Un rapport de la Banque mondiale publié le 3 décembre 2025 lance l’alerte: dans de nombreux pays en développement, le remboursement de la dette absorbe plus de ressources que les nouveaux financements reçus. Conséquence : les investissements dans la santé, l’éducation et les infrastructures sont fortement limités. L’Algérie, le Maroc et la Tunisie font face à cette contrainte avec des trajectoires très différentes.
Dette mondiale : des niveaux historiques
En 2024, les sorties nettes de capitaux des pays en développement ont atteint 205,1 milliards de dollars, portant le déficit cumulé 2022‑2024 à 741 milliards de dollars, le niveau le plus élevé depuis cinquante ans.

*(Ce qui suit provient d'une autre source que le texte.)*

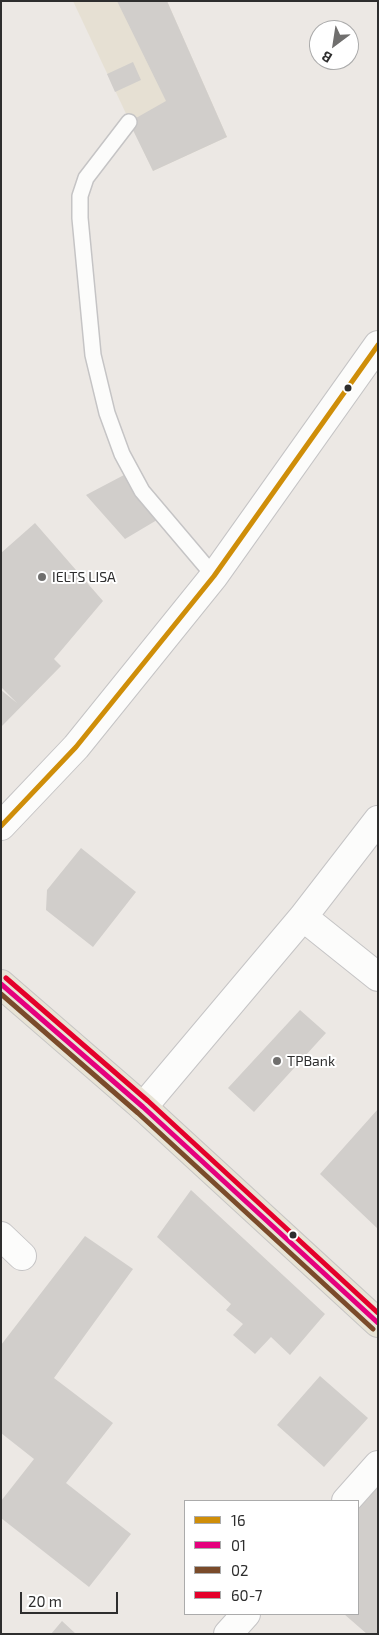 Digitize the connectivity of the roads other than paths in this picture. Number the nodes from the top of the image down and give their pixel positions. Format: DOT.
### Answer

La dette extérieure totale des pays à revenu faible et intermédiaire s’élève à 8 900 milliards de dollars, tandis que les pays éligibles aux financements concessionnels de l’Association internationale de développement (IDA) cumulent environ 1 200 milliards de dollars.
Parallèlement, le coût des emprunts a atteint des records depuis plus de vingt ans pour les créanciers publics et dix-sept ans pour les privés, mettant les budgets publics sous pression et limitant les investissements dans les secteurs essentiels.
Algérie : faible dette extérieure mais…
L’Algérie, qui a traversé dans les années 1980 une grave crise du service de la dette, l’entraînant vers un ajustement structurel sous l’égide du FMI, a depuis opté pour une politique de faible endettement extérieur. Grâce aux recettes pétrolières et à l’autofinancement, sa dette extérieure reste très faible (2,87 milliards de dollars, 1,3 % du PIB) et le service de la dette limité. Cependant, la dépendance à la dette intérieure et au financement non conventionnel (2017‑2019) a accru la masse monétaire, absorbé une grande partie de la liquidité bancaire et limité le financement du secteur privé. La croissance hors hydrocarbures reste insuffisante (4,8 %) pour créer les emplois nécessaires.
Maroc : un accès aux marchés à coût élevé
Le Maroc maintient un accès relatif aux marchés internationaux, mais le coût de l’emprunt est historiquement élevé. Sa dette extérieure croît pour financer infrastructures, transition énergétique et programmes sociaux. Le service de la dette absorbe 13 % des recettes d’exportation, réduisant la marge pour les investissements publics. La croissance hors hydrocarbures atteint 3,5 %.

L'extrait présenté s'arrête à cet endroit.